7h15 Les 45 prochaines minutes seront consacrées à mon maquillage. Ce n’est pas que je sois lente ni malhabile. Non. C’est seulement que, dans les coulisses, il me faudra affronter une concurrence de taille, soit une légion de top modèles tout juste passées par la chaise du coiffeur et du maquilleur. Chose certaine, je ne commettrai pas l’erreur d’en faire des tonnes. D’abord, c’est vulgaire, et en plus, ça multiplie les risques d’erreur. Je ne voudrais surtout pas que Peter Philips, le directeur international de la création maquillage de Chanel, juge ma mise en beauté ratée ou, pire, ringarde, comme on dit par ici. J’ai donc opté pour un «plan makeup» à risque nul: appliquer un minimum de fards dans un maximum de temps. Ça marche à tous les coups! Ce matin, la recette se résume à une goutte de fond de teint, un peu de cache-cernes (pour effacer toute trace de décalage horaire) et beaucoup de mascara. Pour ce qui est de la question vestimentaire, j’ai opté pour le noir. Noir, comme dans «petite noire».

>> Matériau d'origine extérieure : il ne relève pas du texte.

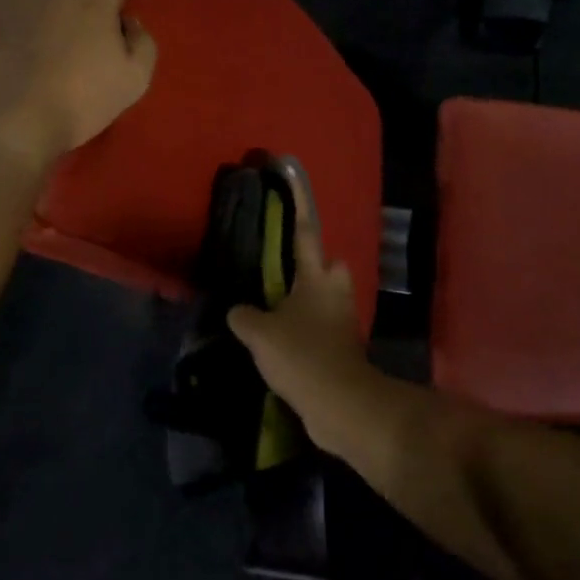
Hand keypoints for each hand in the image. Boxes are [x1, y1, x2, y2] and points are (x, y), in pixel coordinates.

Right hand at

8h15 En compagnie de Virginie Vincens, la directrice des relations publiques de Chanel au Canada, je quitte mon hôtel en direction du Pavillon Cambon Capucines. Mais, attention, n’entre pas là qui veut! L’accès est gardé par une armée d’agents de sécurité chargés d’interroger quiconque souhaite franchir les portes du royaume. Nom, nationalité, fonction, motif de la visite, aucun détail n’échappe à la vigilance des gardiens. Après deux minutes de cet interrogatoire, on accepte de nous laisser entrer. Ouf!

8h20 Je pousse un deuxième soupir de soulagement en constatant que je me fonds assez bien dans le décor. Presque tout le monde ici est en noir. Les mannequins ont quitté momentanément les coulisses pour la répétition générale. Pendant ce temps, les coiffeurs, maquilleurs et autres membres du clan Coco discutent tranquillement des bonnes affaires qu’ils ont faites chez… Zara! Comme l’usage d’appareils photo et de caméras est interdit, je note mentalement chaque détail de l’arrière-scène: les tables de maquillage recouvertes de nappes d’un blanc immaculé; les petits pots et les poudres alignés bien droit, comme au magasin; les croquis des looks affichés au coin d’un miroir… Près de l’entrée, on a installé un bar où des garçons affairés servent des rafraîchissements (déjà à cette heure matinale, le Coca Light coule à flots). Les vêtements? Ils sont à l’abri des regards indiscrets, derrière le lourd rideau noir qui sépare l’espace de coiffure et de maquillage de la salle d’habillage. La rigueur de l’aménagement a de quoi ravir n’importe quel esthète. Et les maniaques du contrôle, encore plus!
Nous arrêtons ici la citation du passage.